WHAT IS NEEDED:
In this exercise, each record below is to be written out again exactly.

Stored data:
------------------------------

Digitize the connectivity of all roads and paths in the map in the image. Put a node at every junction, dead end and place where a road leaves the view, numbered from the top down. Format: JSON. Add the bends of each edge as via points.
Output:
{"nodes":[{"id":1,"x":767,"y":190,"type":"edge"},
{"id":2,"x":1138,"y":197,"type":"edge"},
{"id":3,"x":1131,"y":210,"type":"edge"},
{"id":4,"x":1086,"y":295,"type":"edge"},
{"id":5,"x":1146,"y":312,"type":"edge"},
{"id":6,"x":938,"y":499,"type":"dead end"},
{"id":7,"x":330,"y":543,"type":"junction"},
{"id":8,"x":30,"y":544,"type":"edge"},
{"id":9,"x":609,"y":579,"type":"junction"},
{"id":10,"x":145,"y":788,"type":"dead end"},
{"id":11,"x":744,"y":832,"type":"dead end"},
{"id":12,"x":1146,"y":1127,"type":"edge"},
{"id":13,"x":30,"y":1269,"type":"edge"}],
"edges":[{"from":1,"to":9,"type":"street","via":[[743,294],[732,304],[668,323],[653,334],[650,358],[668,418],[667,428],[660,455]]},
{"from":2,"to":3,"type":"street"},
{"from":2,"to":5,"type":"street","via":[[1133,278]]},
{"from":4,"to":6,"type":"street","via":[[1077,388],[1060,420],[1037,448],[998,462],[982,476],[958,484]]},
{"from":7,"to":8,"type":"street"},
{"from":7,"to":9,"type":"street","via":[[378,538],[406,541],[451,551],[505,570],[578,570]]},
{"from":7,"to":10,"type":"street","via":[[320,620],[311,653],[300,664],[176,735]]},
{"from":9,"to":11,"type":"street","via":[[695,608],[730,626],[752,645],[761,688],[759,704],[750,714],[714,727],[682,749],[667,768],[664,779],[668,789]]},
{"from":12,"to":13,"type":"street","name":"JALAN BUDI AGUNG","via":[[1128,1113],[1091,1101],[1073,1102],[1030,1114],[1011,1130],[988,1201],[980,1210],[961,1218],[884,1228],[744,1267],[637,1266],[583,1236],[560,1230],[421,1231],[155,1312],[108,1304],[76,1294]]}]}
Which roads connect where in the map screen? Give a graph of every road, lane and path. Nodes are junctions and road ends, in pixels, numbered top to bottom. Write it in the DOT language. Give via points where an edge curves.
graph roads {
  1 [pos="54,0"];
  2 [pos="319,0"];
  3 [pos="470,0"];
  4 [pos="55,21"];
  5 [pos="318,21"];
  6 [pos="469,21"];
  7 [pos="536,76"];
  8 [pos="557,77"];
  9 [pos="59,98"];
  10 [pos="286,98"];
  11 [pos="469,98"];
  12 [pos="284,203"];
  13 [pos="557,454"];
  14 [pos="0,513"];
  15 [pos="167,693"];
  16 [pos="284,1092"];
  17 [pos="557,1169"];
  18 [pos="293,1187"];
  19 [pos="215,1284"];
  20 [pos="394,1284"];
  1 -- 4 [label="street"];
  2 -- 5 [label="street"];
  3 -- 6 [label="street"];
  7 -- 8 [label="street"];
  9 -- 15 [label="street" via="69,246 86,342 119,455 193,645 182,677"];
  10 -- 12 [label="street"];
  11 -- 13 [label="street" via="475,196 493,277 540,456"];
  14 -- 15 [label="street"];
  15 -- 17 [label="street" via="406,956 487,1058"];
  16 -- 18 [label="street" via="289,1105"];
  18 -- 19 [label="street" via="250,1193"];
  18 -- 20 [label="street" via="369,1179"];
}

------------------------------

RESPONSE TO THIS EXERCISE:
Digitize the connectivity of all roads and paths in the map in the image. Put a node at every junction, dead end and place where a road leaves the view, numbered from the top down. Format: JSON. Add the bends of each edge as via points.
Output:
{"nodes":[{"id":1,"x":767,"y":190,"type":"edge"},
{"id":2,"x":1138,"y":197,"type":"edge"},
{"id":3,"x":1131,"y":210,"type":"edge"},
{"id":4,"x":1086,"y":295,"type":"edge"},
{"id":5,"x":1146,"y":312,"type":"edge"},
{"id":6,"x":938,"y":499,"type":"dead end"},
{"id":7,"x":330,"y":543,"type":"junction"},
{"id":8,"x":30,"y":544,"type":"edge"},
{"id":9,"x":609,"y":579,"type":"junction"},
{"id":10,"x":145,"y":788,"type":"dead end"},
{"id":11,"x":744,"y":832,"type":"dead end"},
{"id":12,"x":1146,"y":1127,"type":"edge"},
{"id":13,"x":30,"y":1269,"type":"edge"}],
"edges":[{"from":1,"to":9,"type":"street","via":[[743,294],[732,304],[668,323],[653,334],[650,358],[668,418],[667,428],[660,455]]},
{"from":2,"to":3,"type":"street"},
{"from":2,"to":5,"type":"street","via":[[1133,278]]},
{"from":4,"to":6,"type":"street","via":[[1077,388],[1060,420],[1037,448],[998,462],[982,476],[958,484]]},
{"from":7,"to":8,"type":"street"},
{"from":7,"to":9,"type":"street","via":[[378,538],[406,541],[451,551],[505,570],[578,570]]},
{"from":7,"to":10,"type":"street","via":[[320,620],[311,653],[300,664],[176,735]]},
{"from":9,"to":11,"type":"street","via":[[695,608],[730,626],[752,645],[761,688],[759,704],[750,714],[714,727],[682,749],[667,768],[664,779],[668,789]]},
{"from":12,"to":13,"type":"street","name":"JALAN BUDI AGUNG","via":[[1128,1113],[1091,1101],[1073,1102],[1030,1114],[1011,1130],[988,1201],[980,1210],[961,1218],[884,1228],[744,1267],[637,1266],[583,1236],[560,1230],[421,1231],[155,1312],[108,1304],[76,1294]]}]}
Which roads connect where in the map screen? Give a graph of every road, lane and path. Nodes are junctions and road ends, in pixels, numbered top to bottom. Write it in the DOT language. Give via points where an edge curves.
graph roads {
  1 [pos="54,0"];
  2 [pos="319,0"];
  3 [pos="470,0"];
  4 [pos="55,21"];
  5 [pos="318,21"];
  6 [pos="469,21"];
  7 [pos="536,76"];
  8 [pos="557,77"];
  9 [pos="59,98"];
  10 [pos="286,98"];
  11 [pos="469,98"];
  12 [pos="284,203"];
  13 [pos="557,454"];
  14 [pos="0,513"];
  15 [pos="167,693"];
  16 [pos="284,1092"];
  17 [pos="557,1169"];
  18 [pos="293,1187"];
  19 [pos="215,1284"];
  20 [pos="394,1284"];
  1 -- 4 [label="street"];
  2 -- 5 [label="street"];
  3 -- 6 [label="street"];
  7 -- 8 [label="street"];
  9 -- 15 [label="street" via="69,246 86,342 119,455 193,645 182,677"];
  10 -- 12 [label="street"];
  11 -- 13 [label="street" via="475,196 493,277 540,456"];
  14 -- 15 [label="street"];
  15 -- 17 [label="street" via="406,956 487,1058"];
  16 -- 18 [label="street" via="289,1105"];
  18 -- 19 [label="street" via="250,1193"];
  18 -- 20 [label="street" via="369,1179"];
}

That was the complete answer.